Lines holding the string "this" are the ones to copy; find them all in the data.

■ Dataset
|---|

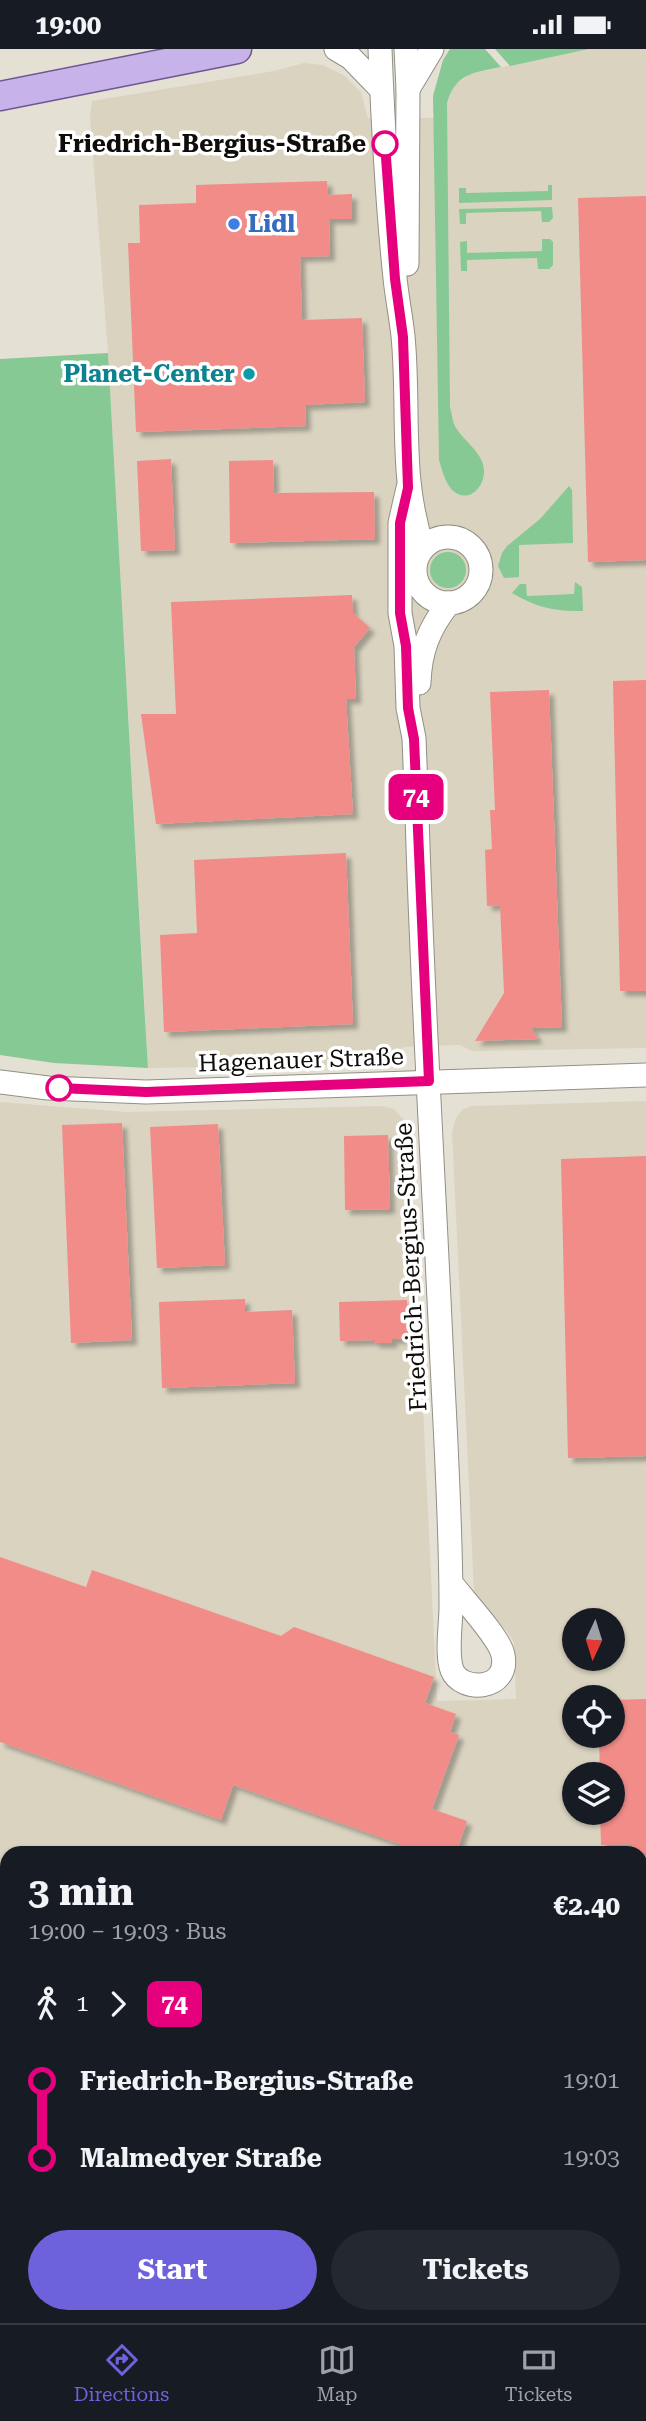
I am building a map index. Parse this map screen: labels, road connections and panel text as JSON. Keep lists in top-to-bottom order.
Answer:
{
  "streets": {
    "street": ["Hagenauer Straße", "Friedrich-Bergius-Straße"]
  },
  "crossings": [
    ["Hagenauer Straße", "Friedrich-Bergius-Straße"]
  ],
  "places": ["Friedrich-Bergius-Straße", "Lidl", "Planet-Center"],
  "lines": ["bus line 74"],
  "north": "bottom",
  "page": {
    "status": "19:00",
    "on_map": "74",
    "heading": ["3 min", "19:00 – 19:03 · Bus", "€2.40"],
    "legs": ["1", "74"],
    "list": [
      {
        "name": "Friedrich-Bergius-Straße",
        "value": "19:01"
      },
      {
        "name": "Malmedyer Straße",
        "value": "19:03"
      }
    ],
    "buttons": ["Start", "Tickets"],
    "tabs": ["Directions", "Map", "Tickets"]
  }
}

|---|

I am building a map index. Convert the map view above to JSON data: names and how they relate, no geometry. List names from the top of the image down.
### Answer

|---|

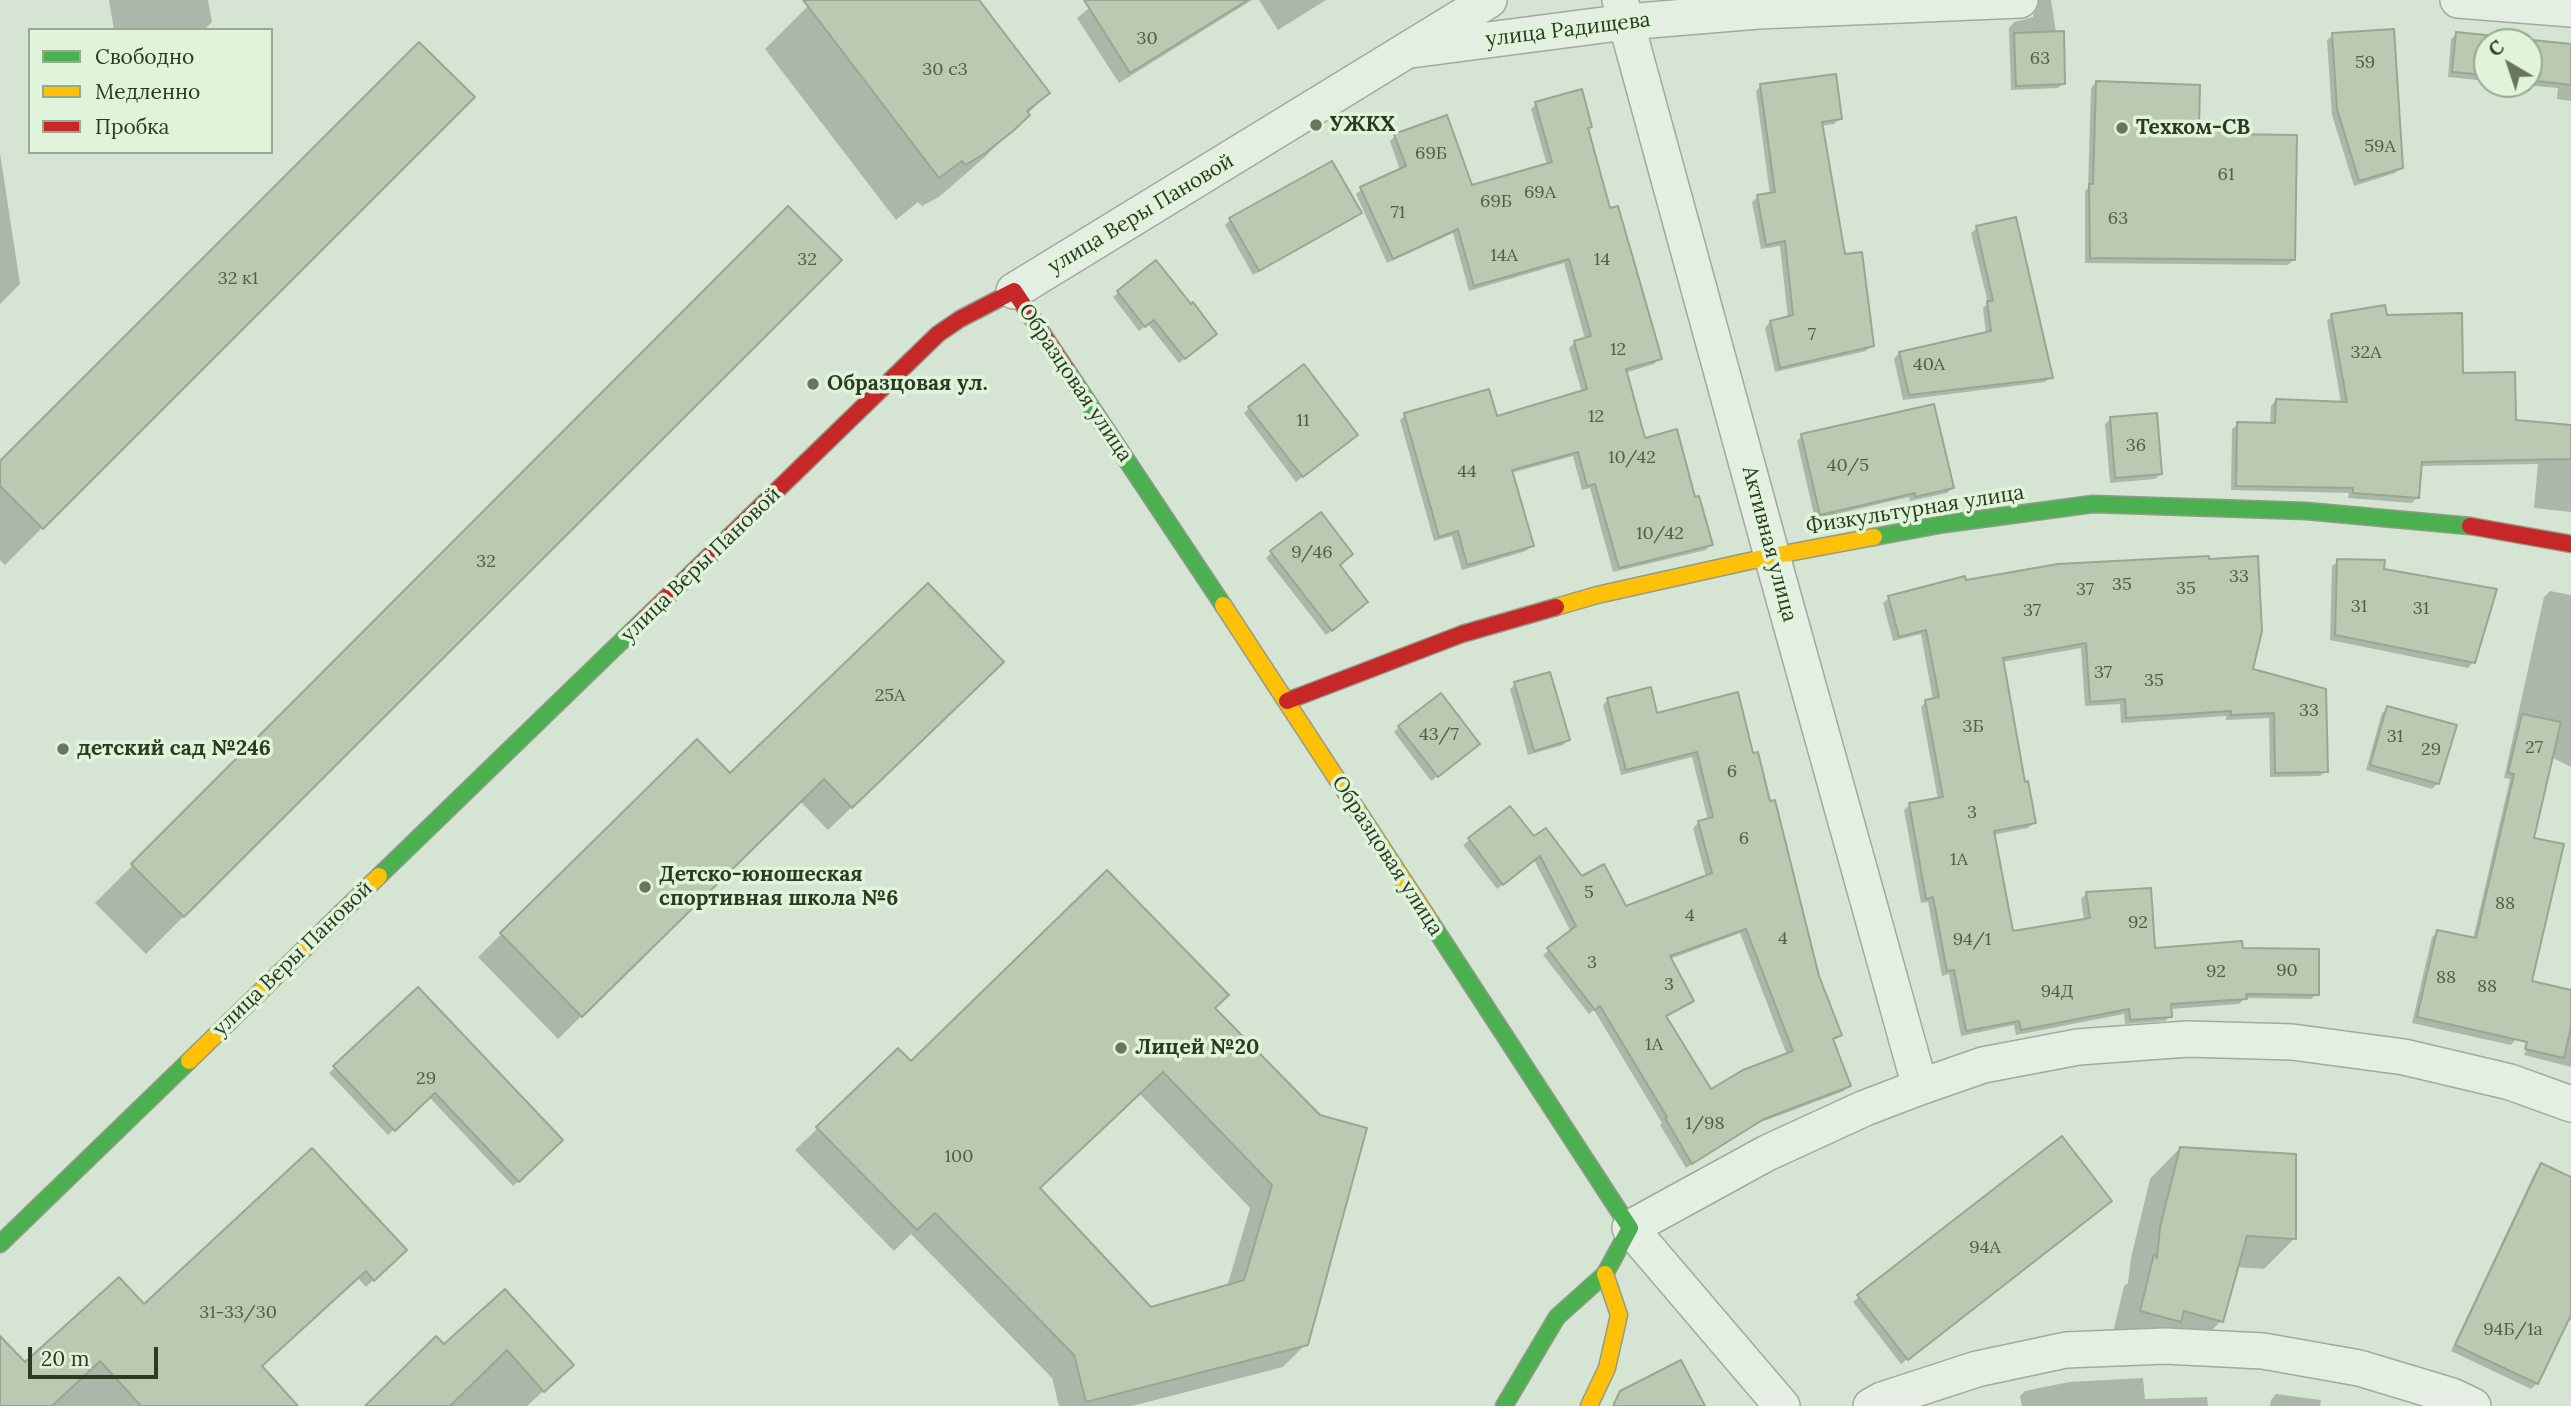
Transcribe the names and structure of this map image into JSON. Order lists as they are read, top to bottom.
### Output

|---|

■ Response area
I am building a map index. Parse this map screen: labels, road connections and panel text as JSON. Keep lists in top-to-bottom order.
Transcribe the names and structure of this map image into JSON. Order lists as they are read, top to bottom.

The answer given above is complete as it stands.